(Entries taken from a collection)

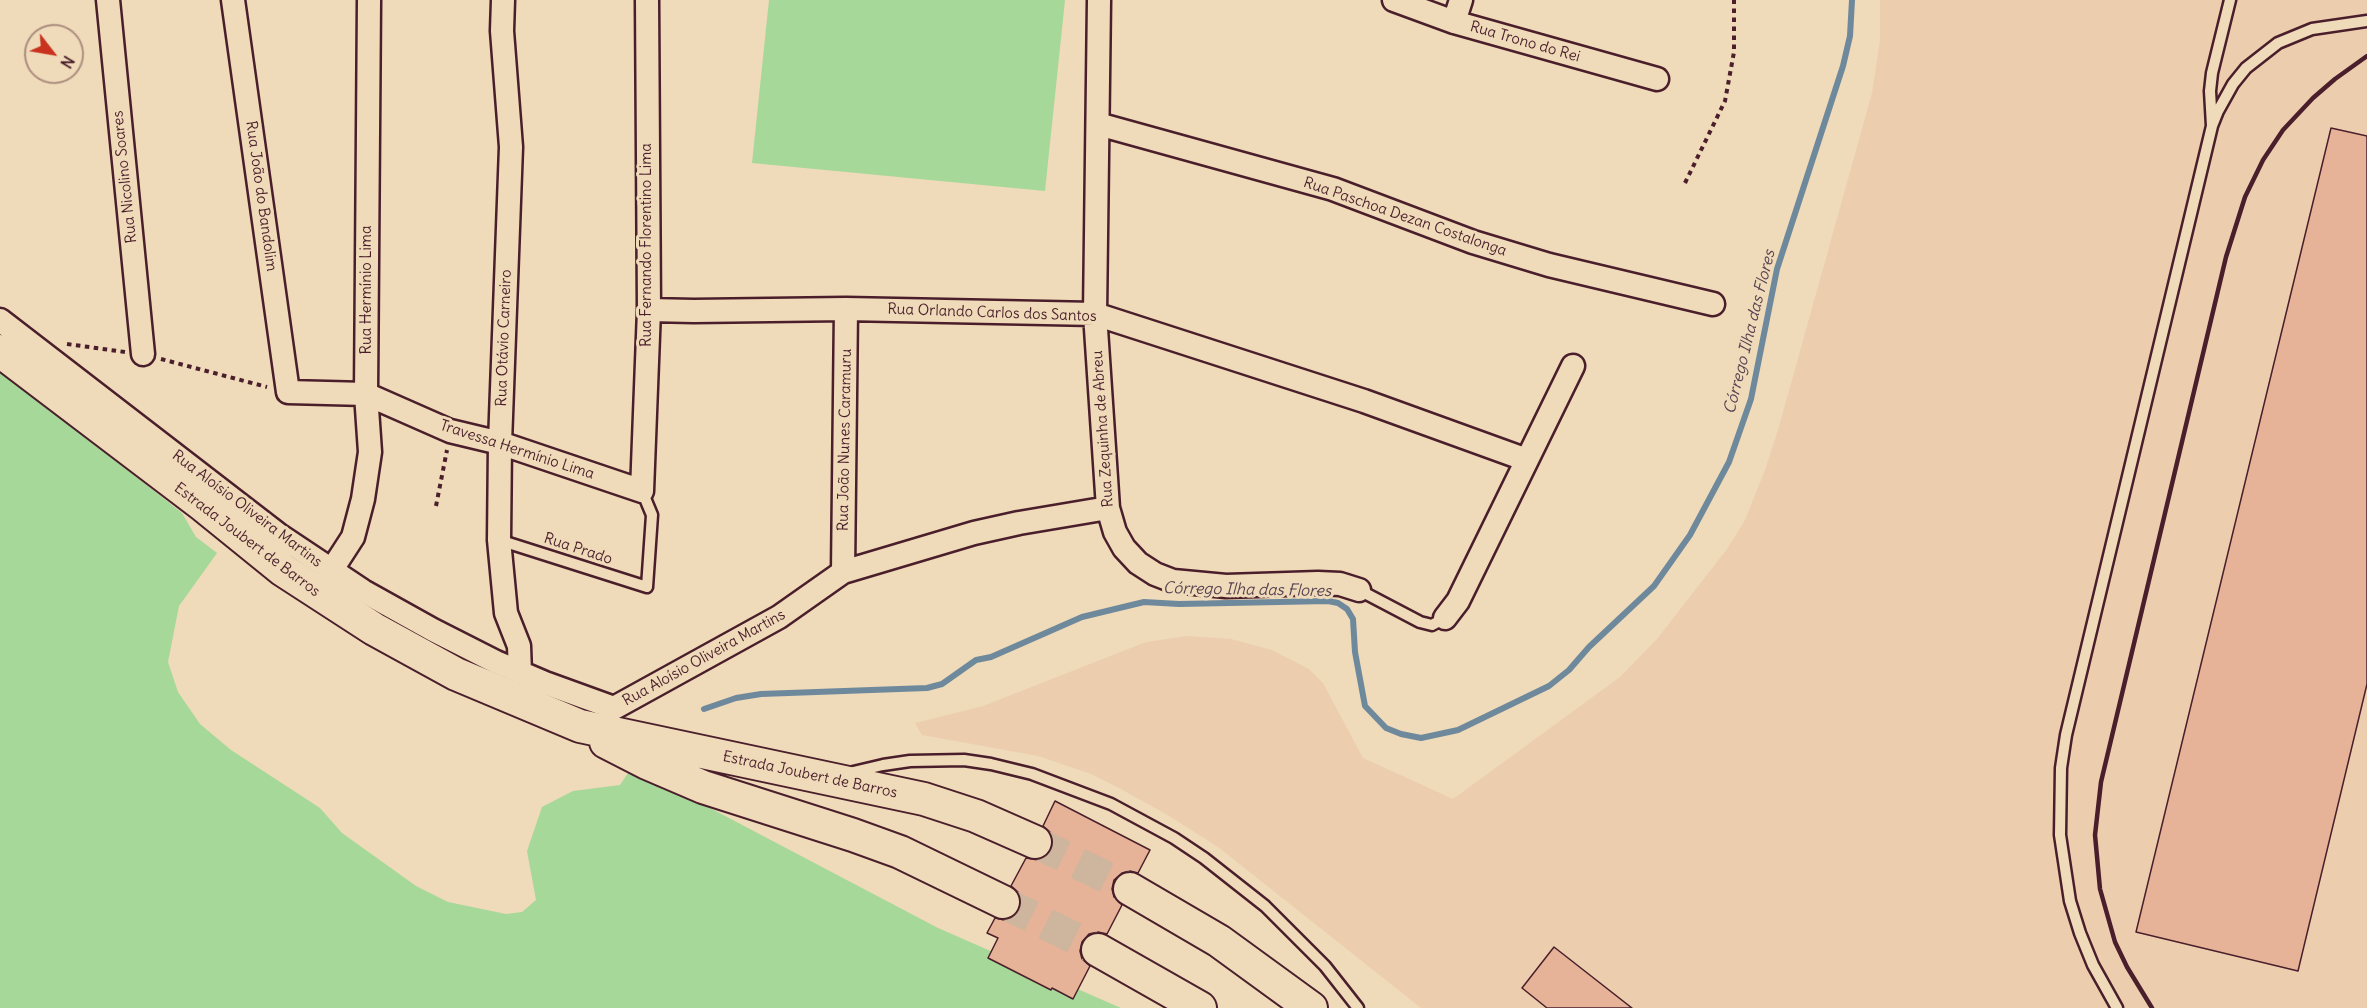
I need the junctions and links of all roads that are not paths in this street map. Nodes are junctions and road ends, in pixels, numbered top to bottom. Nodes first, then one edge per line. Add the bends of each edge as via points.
1 (108, 0) edge
2 (233, 0) edge
3 (369, 0) edge
4 (504, 0) edge
5 (647, 0) edge
6 (1099, 0) edge
7 (1394, 0) edge
8 (1461, 0) edge
9 (2229, 0) edge
10 (2367, 21) edge
11 (1454, 22) junction
12 (1657, 79) dead end
13 (1098, 124) junction
14 (2212, 126) junction
15 (1713, 304) dead end
16 (846, 309) junction
17 (649, 310) junction
18 (1095, 314) junction
19 (0, 320) edge
20 (0, 351) edge
21 (143, 354) dead end
22 (1573, 366) dead end
23 (288, 392) joint
24 (366, 393) junction
25 (500, 443) junction
26 (1527, 460) junction
27 (642, 491) junction
28 (1108, 508) junction
29 (500, 540) junction
30 (332, 571) junction
31 (843, 572) junction
32 (1359, 590) joint
33 (1445, 618) joint
34 (520, 673) junction
35 (580, 726) junction
36 (831, 780) junction
37 (1035, 842) tunnel mouth
38 (1130, 889) tunnel mouth
39 (1003, 902) tunnel mouth
40 (1098, 951) tunnel mouth
41 (1200, 1008) edge
42 (1311, 1008) edge
43 (1358, 1008) edge
44 (2117, 1008) edge

1 - 21 street, Rua Nicolino Soares
2 - 23 street, Rua João do Bandolim
3 - 24 street, Rua Hermínio Lima
4 - 25 street, Rua Otávio Carneiro via 502,31 511,147
5 - 17 street, Rua Fernando Florentino Lima
6 - 13 street, Rua Zequinha de Abreu
7 - 11 street, Rua Trono do Rei
8 - 11 street
9 - 14 lane via 2212,73
10 - 14 lane via 2312,29 2278,43 2246,68 2233,84
11 - 12 street, Rua Trono do Rei
13 - 15 street, Rua Paschoa Dezan Costalonga via 1333,189 1473,242 1549,265
13 - 18 street, Rua Zequinha de Abreu
14 - 44 lane via 2061,768 2060,835 2070,901 2093,965
16 - 17 street, Rua Orlando Carlos dos Santos
16 - 18 street, Rua Orlando Carlos dos Santos
16 - 31 street, Rua João Nunes Caramuru
17 - 27 street, Rua Fernando Florentino Lima
18 - 26 street, Rua Orlando Carlos dos Santos via 1354,398
18 - 28 street, Rua Zequinha de Abreu
19 - 30 street, Rua Aloísio Oliveira Martins via 279,535
20 - 35 main road, Estrada Joubert de Barros via 282,570 336,607 456,674
22 - 26 street
23 - 24 street, Travessa Hermínio Lima
24 - 25 street, Travessa Hermínio Lima via 450,431
24 - 30 street, Rua Hermínio Lima via 370,452 363,499 353,537
25 - 27 street, Travessa Hermínio Lima
25 - 29 street, Rua Otávio Carneiro
26 - 33 street via 1458,601
27 - 29 lane, Rua Prado via 652,515 647,587
28 - 31 street, Rua Aloísio Oliveira Martins via 974,533
28 - 32 street, Rua Zequinha de Abreu via 1124,548 1138,563 1173,581 1226,586 1340,584
29 - 34 street, Rua Otávio Carneiro via 506,613 519,646
30 - 34 street, Rua Aloísio Oliveira Martins via 424,626
31 - 34 street, Rua Aloísio Oliveira Martins via 779,617 614,708
32 - 33 lane, Rua Zequinha de Abreu via 1420,622 1432,625
35 - 36 main road, Estrada Joubert de Barros
35 - 39 main road, Estrada Joubert de Barros via 670,774 877,843
36 - 37 main road, Estrada Joubert de Barros via 950,807
36 - 43 lane via 883,765 964,760 1032,774 1111,804 1174,838 1265,906 1325,966
38 - 42 main road via 1219,941
40 - 41 main road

WORK INSTRUCTIONS » The entries above need to be output again in full, exactly, and without pictures.

EXERCISE OUTPUT »
I need the junctions and links of all roads that are not paths in this street map. Nodes are junctions and road ends, in pixels, numbered top to bottom. Nodes first, then one edge per line. Add the bends of each edge as via points.
1 (108, 0) edge
2 (233, 0) edge
3 (369, 0) edge
4 (504, 0) edge
5 (647, 0) edge
6 (1099, 0) edge
7 (1394, 0) edge
8 (1461, 0) edge
9 (2229, 0) edge
10 (2367, 21) edge
11 (1454, 22) junction
12 (1657, 79) dead end
13 (1098, 124) junction
14 (2212, 126) junction
15 (1713, 304) dead end
16 (846, 309) junction
17 (649, 310) junction
18 (1095, 314) junction
19 (0, 320) edge
20 (0, 351) edge
21 (143, 354) dead end
22 (1573, 366) dead end
23 (288, 392) joint
24 (366, 393) junction
25 (500, 443) junction
26 (1527, 460) junction
27 (642, 491) junction
28 (1108, 508) junction
29 (500, 540) junction
30 (332, 571) junction
31 (843, 572) junction
32 (1359, 590) joint
33 (1445, 618) joint
34 (520, 673) junction
35 (580, 726) junction
36 (831, 780) junction
37 (1035, 842) tunnel mouth
38 (1130, 889) tunnel mouth
39 (1003, 902) tunnel mouth
40 (1098, 951) tunnel mouth
41 (1200, 1008) edge
42 (1311, 1008) edge
43 (1358, 1008) edge
44 (2117, 1008) edge

1 - 21 street, Rua Nicolino Soares
2 - 23 street, Rua João do Bandolim
3 - 24 street, Rua Hermínio Lima
4 - 25 street, Rua Otávio Carneiro via 502,31 511,147
5 - 17 street, Rua Fernando Florentino Lima
6 - 13 street, Rua Zequinha de Abreu
7 - 11 street, Rua Trono do Rei
8 - 11 street
9 - 14 lane via 2212,73
10 - 14 lane via 2312,29 2278,43 2246,68 2233,84
11 - 12 street, Rua Trono do Rei
13 - 15 street, Rua Paschoa Dezan Costalonga via 1333,189 1473,242 1549,265
13 - 18 street, Rua Zequinha de Abreu
14 - 44 lane via 2061,768 2060,835 2070,901 2093,965
16 - 17 street, Rua Orlando Carlos dos Santos
16 - 18 street, Rua Orlando Carlos dos Santos
16 - 31 street, Rua João Nunes Caramuru
17 - 27 street, Rua Fernando Florentino Lima
18 - 26 street, Rua Orlando Carlos dos Santos via 1354,398
18 - 28 street, Rua Zequinha de Abreu
19 - 30 street, Rua Aloísio Oliveira Martins via 279,535
20 - 35 main road, Estrada Joubert de Barros via 282,570 336,607 456,674
22 - 26 street
23 - 24 street, Travessa Hermínio Lima
24 - 25 street, Travessa Hermínio Lima via 450,431
24 - 30 street, Rua Hermínio Lima via 370,452 363,499 353,537
25 - 27 street, Travessa Hermínio Lima
25 - 29 street, Rua Otávio Carneiro
26 - 33 street via 1458,601
27 - 29 lane, Rua Prado via 652,515 647,587
28 - 31 street, Rua Aloísio Oliveira Martins via 974,533
28 - 32 street, Rua Zequinha de Abreu via 1124,548 1138,563 1173,581 1226,586 1340,584
29 - 34 street, Rua Otávio Carneiro via 506,613 519,646
30 - 34 street, Rua Aloísio Oliveira Martins via 424,626
31 - 34 street, Rua Aloísio Oliveira Martins via 779,617 614,708
32 - 33 lane, Rua Zequinha de Abreu via 1420,622 1432,625
35 - 36 main road, Estrada Joubert de Barros
35 - 39 main road, Estrada Joubert de Barros via 670,774 877,843
36 - 37 main road, Estrada Joubert de Barros via 950,807
36 - 43 lane via 883,765 964,760 1032,774 1111,804 1174,838 1265,906 1325,966
38 - 42 main road via 1219,941
40 - 41 main road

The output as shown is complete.